Surtout, Donald Trump a toujours refusé de s’excuser. Pire, il a même répété à plusieurs reprises ces dernières années qu’ils étaient coupables. Selon des journalistes qui le connaissent bien, c’est pour lui le moyen de continuer à semer la confusion dans l’esprit des Américains et d’éviter d’avouer qu’il avait menti ou qu’il s'était trompé à l’époque.
L’opportunité d’un nouveau public, le risque de déranger
Selon Yusef Salaam, l’un des cinq accusés, Donald Trump a été le déclencheur de tout dans cette histoire : de l’hystérie collective, de l’emballement médiatique, de l’enquête bâclée. Après la publication de la tribune, la famille de Salaam a été harcelée et menacée de mort.

L’opéra s’est toujours nourri de faits divers, d’histoires dramatiques issues du réel, à la fois banales et extraordinaires : Tosca de Puccini sur un chef de police qui convoite une chanteuse et fait torturer son amant ou encore Lucia di Lammermoor de Donizetti sur un mariage forcé. Adapter une telle histoire à Détroit, c’est aussi raconter des histoires modernes, plus diverses et espérer faire venir un public plus jeune, différent dans ces grandes salles lyriques, vues encore par beaucoup, aux États-Unis comme en France, comme des temples de la culture impressionnants et inaccessibles.
Mais pour Nataki Garrett, metteuse en scène du spectacle, c’est aussi un risque. Selon elle, toutes les productions qui évoquent « des vérités qui dérangent et notamment les questions de pouvoir et de couleur de peau », sont de plus en plus difficiles à monter. Et cette femme noire sait de quoi elle parle, elle qui fut victime de menaces de mort quand elle dirigeait la compagnie théâtrale OSF (Oregon Shakespeare Festival), à Portland :
« Les histoires que nous racontons en tant qu’artistes ne sont pas les nôtres. Elles appartiennent à l’humanité. Nous sommes des passeurs, c’est tout. Et comment connaissons-nous les horreurs qui ont pu se produire dans le passé ? Parce que certains les ont transmises. C’est notre boulot. »

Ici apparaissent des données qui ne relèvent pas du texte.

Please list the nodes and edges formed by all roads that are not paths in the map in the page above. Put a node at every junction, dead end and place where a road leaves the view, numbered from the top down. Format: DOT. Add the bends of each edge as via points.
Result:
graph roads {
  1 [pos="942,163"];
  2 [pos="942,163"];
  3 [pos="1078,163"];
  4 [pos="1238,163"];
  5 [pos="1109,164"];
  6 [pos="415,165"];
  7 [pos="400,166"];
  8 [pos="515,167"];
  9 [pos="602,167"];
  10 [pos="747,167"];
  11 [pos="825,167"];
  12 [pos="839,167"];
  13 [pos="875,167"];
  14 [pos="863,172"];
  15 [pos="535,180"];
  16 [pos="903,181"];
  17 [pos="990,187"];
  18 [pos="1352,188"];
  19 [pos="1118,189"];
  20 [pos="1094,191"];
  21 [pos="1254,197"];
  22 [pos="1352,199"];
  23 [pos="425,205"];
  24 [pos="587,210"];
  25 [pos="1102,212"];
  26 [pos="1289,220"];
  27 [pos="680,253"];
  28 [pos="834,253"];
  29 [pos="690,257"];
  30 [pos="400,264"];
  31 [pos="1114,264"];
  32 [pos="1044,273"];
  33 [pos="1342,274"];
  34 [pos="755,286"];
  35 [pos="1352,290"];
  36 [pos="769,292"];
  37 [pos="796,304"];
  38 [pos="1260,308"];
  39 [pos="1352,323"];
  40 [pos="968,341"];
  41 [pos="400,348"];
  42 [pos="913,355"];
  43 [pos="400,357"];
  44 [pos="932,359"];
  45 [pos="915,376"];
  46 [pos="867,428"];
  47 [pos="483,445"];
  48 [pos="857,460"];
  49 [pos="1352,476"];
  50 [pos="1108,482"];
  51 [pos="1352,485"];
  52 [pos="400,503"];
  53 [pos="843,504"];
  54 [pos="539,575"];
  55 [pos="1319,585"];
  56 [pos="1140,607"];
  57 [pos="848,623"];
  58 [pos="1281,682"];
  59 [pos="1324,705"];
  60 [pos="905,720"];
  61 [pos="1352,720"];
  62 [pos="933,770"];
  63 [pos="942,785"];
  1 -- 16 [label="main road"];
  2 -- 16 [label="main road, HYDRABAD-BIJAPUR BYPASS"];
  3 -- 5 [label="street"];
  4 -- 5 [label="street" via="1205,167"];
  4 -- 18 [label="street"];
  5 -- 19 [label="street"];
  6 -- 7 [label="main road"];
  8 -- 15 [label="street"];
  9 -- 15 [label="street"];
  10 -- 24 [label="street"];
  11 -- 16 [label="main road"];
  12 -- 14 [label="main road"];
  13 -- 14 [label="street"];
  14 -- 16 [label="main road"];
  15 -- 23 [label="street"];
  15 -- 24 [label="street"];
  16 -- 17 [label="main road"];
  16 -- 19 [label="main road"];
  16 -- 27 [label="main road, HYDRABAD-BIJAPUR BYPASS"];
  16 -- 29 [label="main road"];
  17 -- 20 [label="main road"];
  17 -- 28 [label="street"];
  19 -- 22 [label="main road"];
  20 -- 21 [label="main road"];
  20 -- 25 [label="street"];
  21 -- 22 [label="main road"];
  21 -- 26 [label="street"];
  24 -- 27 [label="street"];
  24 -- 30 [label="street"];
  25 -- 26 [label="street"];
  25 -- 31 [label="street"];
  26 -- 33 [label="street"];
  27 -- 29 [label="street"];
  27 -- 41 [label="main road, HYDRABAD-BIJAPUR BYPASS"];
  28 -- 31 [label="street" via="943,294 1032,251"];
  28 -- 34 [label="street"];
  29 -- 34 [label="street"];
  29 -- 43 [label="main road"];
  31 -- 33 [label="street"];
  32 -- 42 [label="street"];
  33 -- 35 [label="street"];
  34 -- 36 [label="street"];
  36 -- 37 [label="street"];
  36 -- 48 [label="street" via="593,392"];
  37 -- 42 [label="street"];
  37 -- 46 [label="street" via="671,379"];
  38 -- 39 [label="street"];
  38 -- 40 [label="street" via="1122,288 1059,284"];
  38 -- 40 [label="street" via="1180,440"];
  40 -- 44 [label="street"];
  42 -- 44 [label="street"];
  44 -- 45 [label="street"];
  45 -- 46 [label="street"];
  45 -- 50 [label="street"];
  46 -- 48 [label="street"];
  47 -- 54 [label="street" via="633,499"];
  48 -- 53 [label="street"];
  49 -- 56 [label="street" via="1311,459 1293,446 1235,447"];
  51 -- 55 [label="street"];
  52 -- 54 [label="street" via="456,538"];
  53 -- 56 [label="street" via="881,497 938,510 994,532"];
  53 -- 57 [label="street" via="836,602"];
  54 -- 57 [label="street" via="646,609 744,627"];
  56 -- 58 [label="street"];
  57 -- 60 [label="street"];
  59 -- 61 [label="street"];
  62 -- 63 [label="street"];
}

L’opéra n’a pas subi de retour de bâtons ni de manifestations ni de menaces. L’établissement avait toutefois pris les devants et engagé des agents de sécurité supplémentaires. Pour autant, d’après le ténor Nathan Granner, qui interprète l’un des Cinq, « le climat politique actuel ne va pas pousser les autres à monter cette oeuvre dans les prochaines années ». Mais lui se dit prêt à reprendre son rôle.
Retour de Karma ?
Car la pièce, malgré ses apparences, n’est pas tant politique. C’est avant tout une tragédie grecque, l’histoire de cinq destins brisés. Et des questions. Peut-on se remettre d’une telle erreur judiciaire ? Comment se reconstruire après tant de préjugés et d’années en prison quand la vie commence à peine ?

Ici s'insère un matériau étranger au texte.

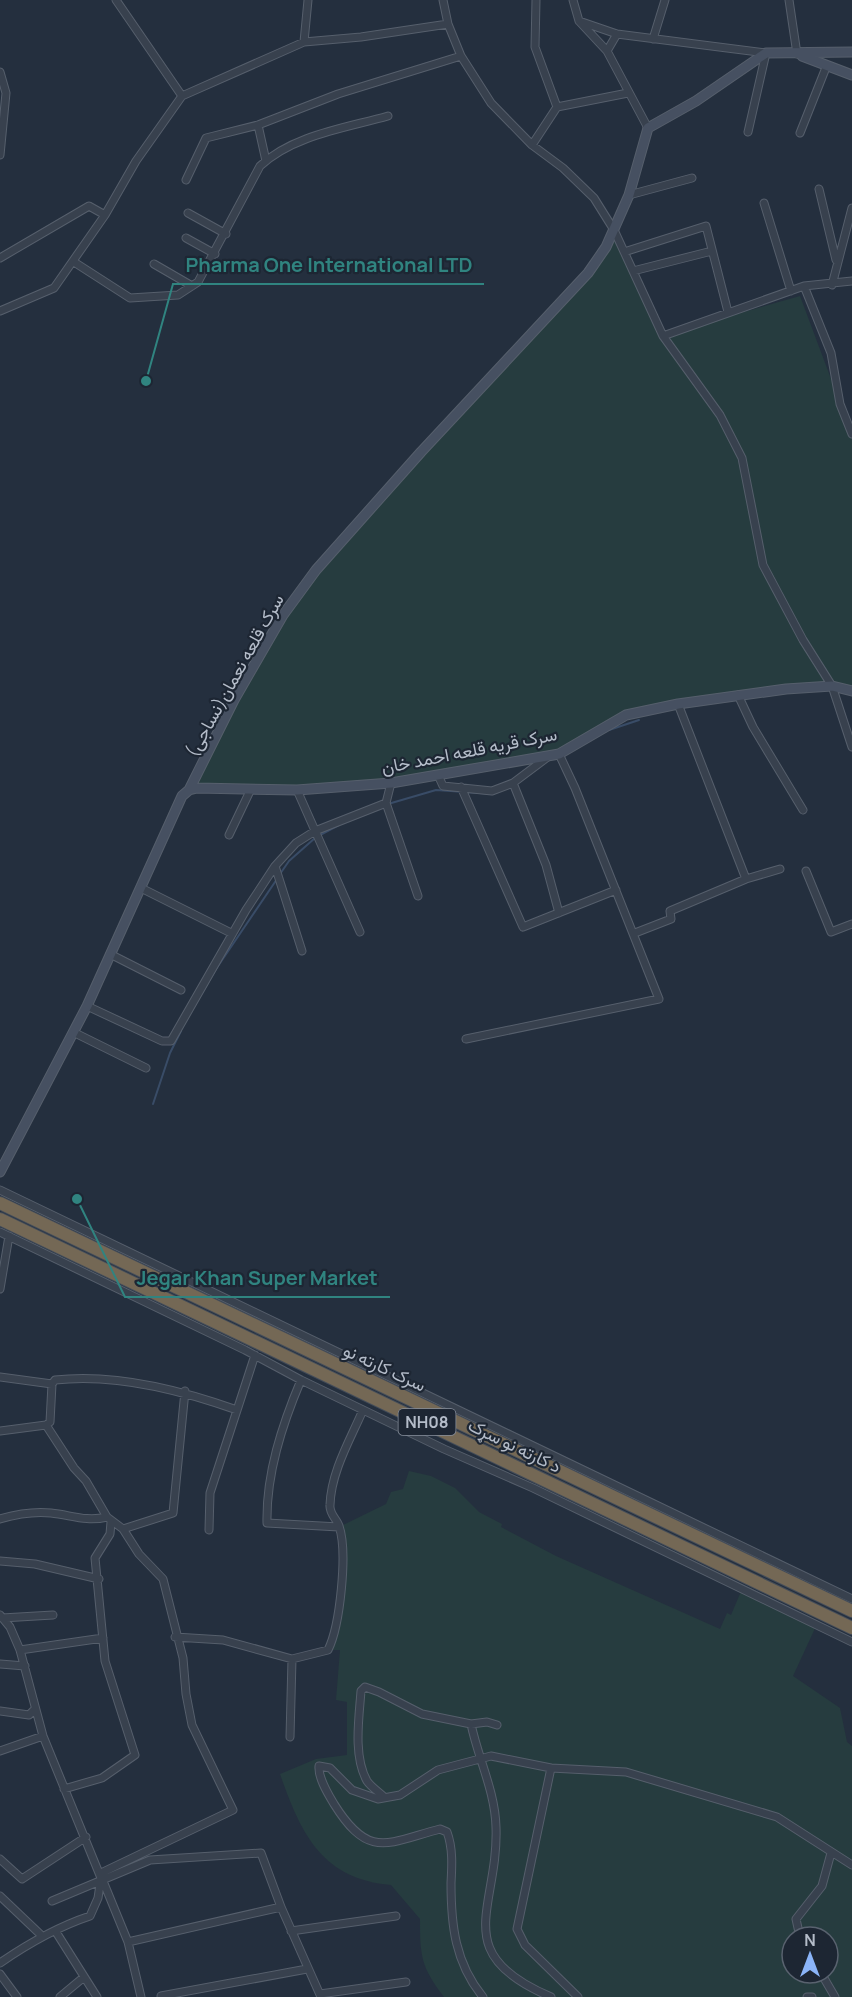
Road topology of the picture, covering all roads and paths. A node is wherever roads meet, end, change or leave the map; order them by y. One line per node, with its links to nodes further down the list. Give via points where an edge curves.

Les cinq hommes ont obtenu 7,1 millions de dollars chacun (12 millions pour Korey Wise, incarcéré plus longtemps) de la part de la ville de New York en guise de compensation et d’excuses. Depuis, quatre d’entre eux se sont engagés dans un combat sociétal, ils militent pour la réforme du système judiciaire et carcéral new-yorkais. Yusef Salaam a même été élu conseiller municipal démocrate à New York en 2023. Le cinquième, lui, a choisi de vivre loin de Manhattan, loin du passé, loin de la fureur.

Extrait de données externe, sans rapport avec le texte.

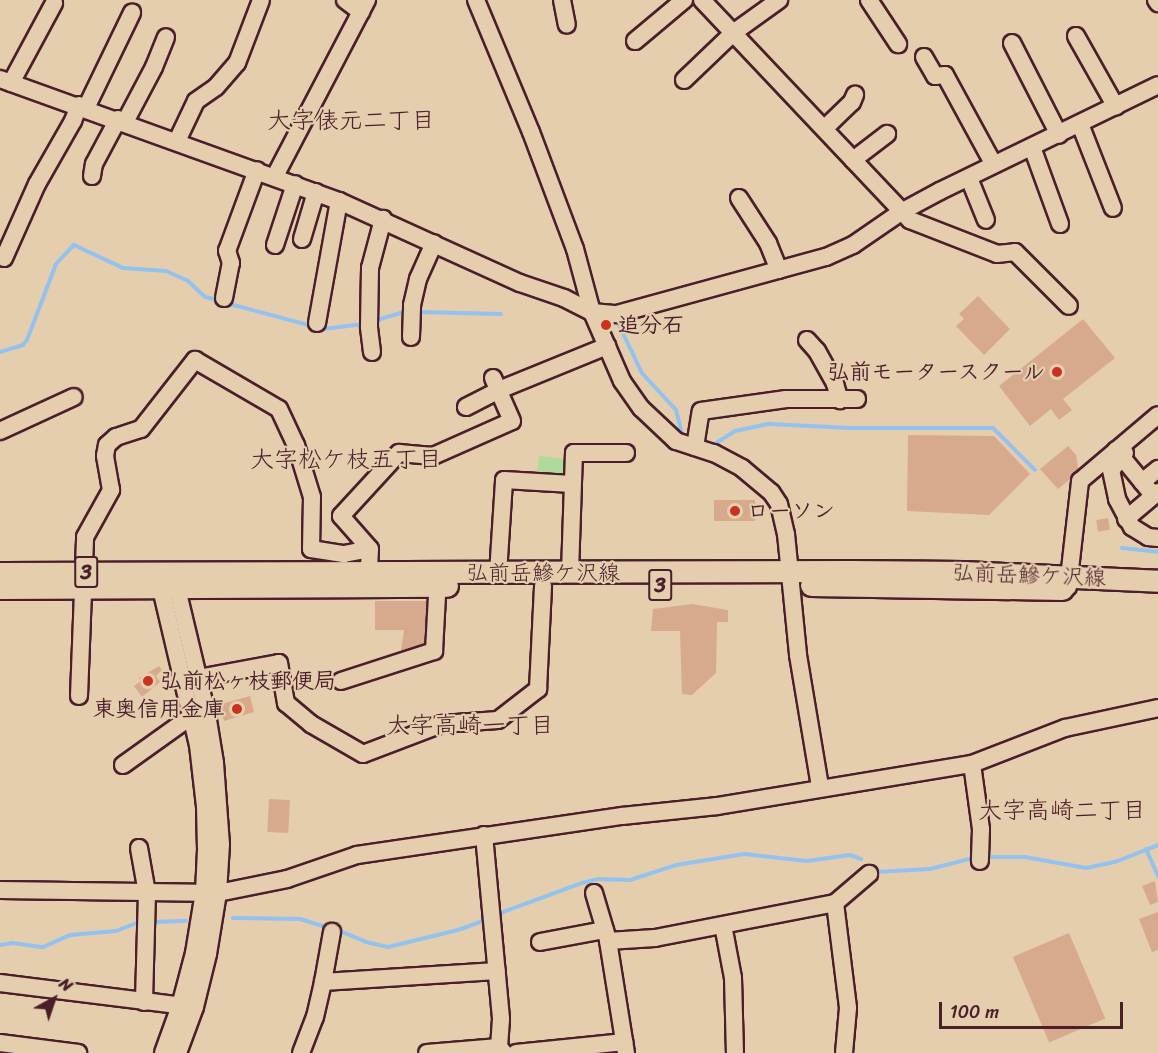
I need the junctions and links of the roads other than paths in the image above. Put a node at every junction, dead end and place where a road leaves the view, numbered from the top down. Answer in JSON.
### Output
{"nodes":[{"id":1,"x":261,"y":0,"type":"edge"},
{"id":2,"x":345,"y":0,"type":"edge"},
{"id":3,"x":476,"y":0,"type":"edge"},
{"id":4,"x":562,"y":0,"type":"edge"},
{"id":5,"x":684,"y":0,"type":"edge"},
{"id":6,"x":702,"y":0,"type":"edge"},
{"id":7,"x":779,"y":0,"type":"edge"},
{"id":8,"x":869,"y":0,"type":"edge"},
{"id":9,"x":54,"y":3,"type":"dead end"},
{"id":10,"x":364,"y":6,"type":"edge"},
{"id":11,"x":132,"y":13,"type":"dead end"},
{"id":12,"x":567,"y":25,"type":"dead end"},
{"id":13,"x":733,"y":33,"type":"junction"},
{"id":14,"x":1076,"y":36,"type":"dead end"},
{"id":15,"x":166,"y":37,"type":"dead end"},
{"id":16,"x":635,"y":41,"type":"dead end"},
{"id":17,"x":1012,"y":43,"type":"dead end"},
{"id":18,"x":898,"y":44,"type":"dead end"},
{"id":19,"x":924,"y":57,"type":"dead end"},
{"id":20,"x":684,"y":80,"type":"dead end"},
{"id":21,"x":5,"y":81,"type":"edge"},
{"id":22,"x":1158,"y":85,"type":"edge"},
{"id":23,"x":855,"y":95,"type":"dead end"},
{"id":24,"x":82,"y":106,"type":"junction"},
{"id":25,"x":1116,"y":107,"type":"junction"},
{"id":26,"x":121,"y":121,"type":"junction"},
{"id":27,"x":1080,"y":124,"type":"junction"},
{"id":28,"x":825,"y":128,"type":"junction"},
{"id":29,"x":888,"y":134,"type":"dead end"},
{"id":30,"x":1059,"y":135,"type":"junction"},
{"id":31,"x":177,"y":141,"type":"junction"},
{"id":32,"x":1032,"y":147,"type":"junction"},
{"id":33,"x":853,"y":160,"type":"junction"},
{"id":34,"x":994,"y":165,"type":"junction"},
{"id":35,"x":257,"y":170,"type":"junction"},
{"id":36,"x":92,"y":176,"type":"dead end"},
{"id":37,"x":275,"y":177,"type":"junction"},
{"id":38,"x":969,"y":178,"type":"junction"},
{"id":39,"x":295,"y":184,"type":"junction"},
{"id":40,"x":316,"y":192,"type":"junction"},
{"id":41,"x":739,"y":198,"type":"dead end"},
{"id":42,"x":339,"y":201,"type":"junction"},
{"id":43,"x":1113,"y":208,"type":"dead end"},
{"id":44,"x":902,"y":212,"type":"junction"},
{"id":45,"x":383,"y":219,"type":"junction"},
{"id":46,"x":986,"y":220,"type":"dead end"},
{"id":47,"x":1060,"y":224,"type":"dead end"},
{"id":48,"x":302,"y":239,"type":"dead end"},
{"id":49,"x":434,"y":243,"type":"junction"},
{"id":50,"x":275,"y":244,"type":"dead end"},
{"id":51,"x":4,"y":258,"type":"dead end"},
{"id":52,"x":779,"y":270,"type":"junction"},
{"id":53,"x":224,"y":298,"type":"dead end"},
{"id":54,"x":1069,"y":306,"type":"dead end"},
{"id":55,"x":592,"y":312,"type":"junction"},
{"id":56,"x":411,"y":321,"type":"dead end"},
{"id":57,"x":317,"y":323,"type":"dead end"},
{"id":58,"x":807,"y":340,"type":"dead end"},
{"id":59,"x":607,"y":346,"type":"junction"},
{"id":60,"x":372,"y":352,"type":"dead end"},
{"id":61,"x":496,"y":384,"type":"junction"},
{"id":62,"x":74,"y":397,"type":"dead end"},
{"id":63,"x":466,"y":407,"type":"dead end"},
{"id":64,"x":1158,"y":414,"type":"edge"},
{"id":65,"x":1158,"y":424,"type":"edge"},
{"id":66,"x":0,"y":431,"type":"edge"},
{"id":67,"x":695,"y":447,"type":"junction"},
{"id":68,"x":626,"y":453,"type":"dead end"},
{"id":69,"x":1119,"y":453,"type":"junction"},
{"id":70,"x":1156,"y":462,"type":"edge"},
{"id":71,"x":1142,"y":482,"type":"junction"},
{"id":72,"x":572,"y":484,"type":"junction"},
{"id":73,"x":1156,"y":494,"type":"edge"},
{"id":74,"x":1126,"y":519,"type":"junction"},
{"id":75,"x":1158,"y":538,"type":"edge"},
{"id":76,"x":370,"y":549,"type":"junction"},
{"id":77,"x":0,"y":573,"type":"edge"},
{"id":78,"x":570,"y":573,"type":"junction"},
{"id":79,"x":498,"y":574,"type":"junction"},
{"id":80,"x":789,"y":578,"type":"junction"},
{"id":81,"x":368,"y":579,"type":"junction"},
{"id":82,"x":438,"y":579,"type":"junction"},
{"id":83,"x":83,"y":580,"type":"junction"},
{"id":84,"x":167,"y":581,"type":"junction"},
{"id":85,"x":1158,"y":581,"type":"edge"},
{"id":86,"x":1074,"y":583,"type":"junction"},
{"id":87,"x":543,"y":586,"type":"junction"},
{"id":88,"x":0,"y":588,"type":"edge"},
{"id":89,"x":1158,"y":594,"type":"edge"},
{"id":90,"x":198,"y":678,"type":"junction"},
{"id":91,"x":341,"y":681,"type":"dead end"},
{"id":92,"x":79,"y":696,"type":"dead end"},
{"id":93,"x":1158,"y":708,"type":"edge"},
{"id":94,"x":193,"y":715,"type":"junction"},
{"id":95,"x":972,"y":764,"type":"junction"},
{"id":96,"x":123,"y":765,"type":"dead end"},
{"id":97,"x":820,"y":787,"type":"junction"},
{"id":98,"x":484,"y":835,"type":"junction"},
{"id":99,"x":139,"y":848,"type":"dead end"},
{"id":100,"x":980,"y":861,"type":"dead end"},
{"id":101,"x":869,"y":874,"type":"dead end"},
{"id":102,"x":0,"y":890,"type":"edge"},
{"id":103,"x":211,"y":892,"type":"junction"},
{"id":104,"x":147,"y":893,"type":"junction"},
{"id":105,"x":594,"y":893,"type":"dead end"},
{"id":106,"x":835,"y":903,"type":"junction"},
{"id":107,"x":723,"y":925,"type":"junction"},
{"id":108,"x":332,"y":932,"type":"dead end"},
{"id":109,"x":607,"y":935,"type":"junction"},
{"id":110,"x":540,"y":942,"type":"dead end"},
{"id":111,"x":497,"y":970,"type":"junction"},
{"id":112,"x":322,"y":982,"type":"junction"},
{"id":113,"x":0,"y":983,"type":"edge"},
{"id":114,"x":144,"y":1002,"type":"junction"},
{"id":115,"x":188,"y":1007,"type":"junction"},
{"id":116,"x":0,"y":1043,"type":"edge"},
{"id":117,"x":625,"y":1048,"type":"edge"},
{"id":118,"x":501,"y":1050,"type":"edge"},
{"id":119,"x":78,"y":1053,"type":"edge"},
{"id":120,"x":163,"y":1053,"type":"edge"},
{"id":121,"x":178,"y":1053,"type":"edge"},
{"id":122,"x":302,"y":1053,"type":"edge"},
{"id":123,"x":427,"y":1053,"type":"edge"},
{"id":124,"x":516,"y":1053,"type":"edge"},
{"id":125,"x":735,"y":1053,"type":"edge"},
{"id":126,"x":844,"y":1053,"type":"edge"}],
"edges":[{"from":1,"to":31,"type":"street"},
{"from":2,"to":10,"type":"street"},
{"from":3,"to":55,"type":"street"},
{"from":4,"to":12,"type":"street"},
{"from":5,"to":16,"type":"street"},
{"from":6,"to":13,"type":"street"},
{"from":7,"to":13,"type":"street"},
{"from":8,"to":18,"type":"street"},
{"from":9,"to":21,"type":"street"},
{"from":10,"to":37,"type":"street"},
{"from":11,"to":24,"type":"street"},
{"from":13,"to":20,"type":"street"},
{"from":13,"to":28,"type":"street"},
{"from":14,"to":25,"type":"street"},
{"from":15,"to":26,"type":"street"},
{"from":17,"to":30,"type":"street"},
{"from":19,"to":34,"type":"street"},
{"from":21,"to":24,"type":"street"},
{"from":22,"to":25,"type":"street"},
{"from":23,"to":28,"type":"street"},
{"from":24,"to":26,"type":"street"},
{"from":24,"to":51,"type":"street"},
{"from":25,"to":27,"type":"street"},
{"from":26,"to":31,"type":"street"},
{"from":26,"to":36,"type":"street"},
{"from":27,"to":30,"type":"street"},
{"from":27,"to":43,"type":"street"},
{"from":28,"to":33,"type":"street"},
{"from":29,"to":33,"type":"street"},
{"from":30,"to":32,"type":"street"},
{"from":31,"to":35,"type":"street"},
{"from":32,"to":34,"type":"street"},
{"from":32,"to":47,"type":"street"},
{"from":33,"to":44,"type":"street"},
{"from":34,"to":38,"type":"street"},
{"from":35,"to":37,"type":"street"},
{"from":35,"to":53,"type":"street"},
{"from":37,"to":39,"type":"street"},
{"from":38,"to":44,"type":"street"},
{"from":38,"to":46,"type":"street"},
{"from":39,"to":40,"type":"street"},
{"from":39,"to":50,"type":"street"},
{"from":40,"to":42,"type":"street"},
{"from":40,"to":48,"type":"street"},
{"from":41,"to":52,"type":"street"},
{"from":42,"to":45,"type":"street"},
{"from":42,"to":57,"type":"street"},
{"from":44,"to":52,"type":"street"},
{"from":44,"to":54,"type":"street"},
{"from":45,"to":49,"type":"street"},
{"from":45,"to":60,"type":"street"},
{"from":49,"to":55,"type":"street"},
{"from":49,"to":56,"type":"street"},
{"from":52,"to":55,"type":"street"},
{"from":55,"to":59,"type":"street"},
{"from":58,"to":67,"type":"street"},
{"from":59,"to":61,"type":"street"},
{"from":59,"to":67,"type":"street"},
{"from":61,"to":63,"type":"street"},
{"from":61,"to":76,"type":"street"},
{"from":62,"to":66,"type":"street"},
{"from":64,"to":69,"type":"street"},
{"from":65,"to":69,"type":"street"},
{"from":67,"to":80,"type":"street"},
{"from":68,"to":72,"type":"street"},
{"from":69,"to":71,"type":"street"},
{"from":69,"to":74,"type":"street"},
{"from":69,"to":86,"type":"street"},
{"from":70,"to":71,"type":"street"},
{"from":71,"to":73,"type":"street"},
{"from":72,"to":78,"type":"street"},
{"from":72,"to":79,"type":"street"},
{"from":73,"to":74,"type":"street"},
{"from":74,"to":75,"type":"street"},
{"from":76,"to":81,"type":"street"},
{"from":76,"to":83,"type":"street"},
{"from":77,"to":83,"type":"main road","number":"3"},
{"from":78,"to":79,"type":"main road","name":"弘前岳鰺ケ沢線","number":"3"},
{"from":78,"to":80,"type":"main road","name":"弘前岳鰺ケ沢線","number":"3"},
{"from":79,"to":82,"type":"main road","name":"弘前岳鰺ケ沢線","number":"3"},
{"from":80,"to":86,"type":"main road","name":"弘前岳鰺ケ沢線","number":"3"},
{"from":80,"to":87,"type":"main road","number":"3"},
{"from":80,"to":97,"type":"street"},
{"from":81,"to":82,"type":"main road","name":"弘前岳鰺ケ沢線","number":"3"},
{"from":81,"to":84,"type":"main road","name":"弘前岳鰺ケ沢線","number":"3"},
{"from":82,"to":87,"type":"main road","number":"3"},
{"from":82,"to":91,"type":"street"},
{"from":83,"to":84,"type":"main road","number":"3"},
{"from":83,"to":88,"type":"main road","number":"3"},
{"from":83,"to":92,"type":"street"},
{"from":84,"to":90,"type":"street"},
{"from":84,"to":94,"type":"street"},
{"from":85,"to":86,"type":"main road","name":"弘前岳鰺ケ沢線","number":"3"},
{"from":86,"to":89,"type":"main road","number":"3"},
{"from":87,"to":90,"type":"street"},
{"from":90,"to":103,"type":"street"},
{"from":93,"to":95,"type":"street"},
{"from":94,"to":96,"type":"street"},
{"from":94,"to":103,"type":"street"},
{"from":95,"to":97,"type":"street"},
{"from":95,"to":100,"type":"street"},
{"from":97,"to":98,"type":"street"},
{"from":98,"to":103,"type":"street"},
{"from":98,"to":111,"type":"street"},
{"from":99,"to":104,"type":"street"},
{"from":101,"to":106,"type":"street"},
{"from":102,"to":104,"type":"street"},
{"from":103,"to":104,"type":"street"},
{"from":103,"to":115,"type":"street"},
{"from":104,"to":114,"type":"street"},
{"from":105,"to":109,"type":"street"},
{"from":106,"to":107,"type":"street"},
{"from":106,"to":126,"type":"street"},
{"from":107,"to":109,"type":"street"},
{"from":107,"to":125,"type":"street"},
{"from":108,"to":112,"type":"street"},
{"from":109,"to":110,"type":"street"},
{"from":109,"to":117,"type":"street"},
{"from":111,"to":112,"type":"street"},
{"from":111,"to":118,"type":"street"},
{"from":112,"to":122,"type":"street"},
{"from":113,"to":114,"type":"street"},
{"from":114,"to":115,"type":"street"},
{"from":115,"to":120,"type":"street"},
{"from":115,"to":121,"type":"street"},
{"from":116,"to":119,"type":"street"},
{"from":117,"to":124,"type":"street"},
{"from":118,"to":123,"type":"street"}]}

En 2023, Donald Trump a été inculpé pour des crimes liés à la falsification de documents comptables, dans l’affaire dite « Stormy Daniels », du nom de cette actrice porno que le clan Trump aurait payée en 2016, afin qu’elle ne raconte pas sa relation sexuelle avec le futur président. L’audience se tint dans la même salle que celle qui vit les Cinq être déclarés coupables en 1991. Après cette première inculpation pénale pour un Président américain, Yusuf Salaam publie un communiqué qui ne comporte qu’un seul mot : « Karma ». Puis, pour jouer le mimétisme jusqu’au bout, il écrit une pleine page dans le New York Times, intitulée « Ramenez la justice et l’équité. Construisons un avenir meilleur pour Harlem ! ». Son but : rappeler les erreurs de Donald Trump dans ce dossier et le fait qu’il ne s’était jamais excusé pour ses attaques injustifiées.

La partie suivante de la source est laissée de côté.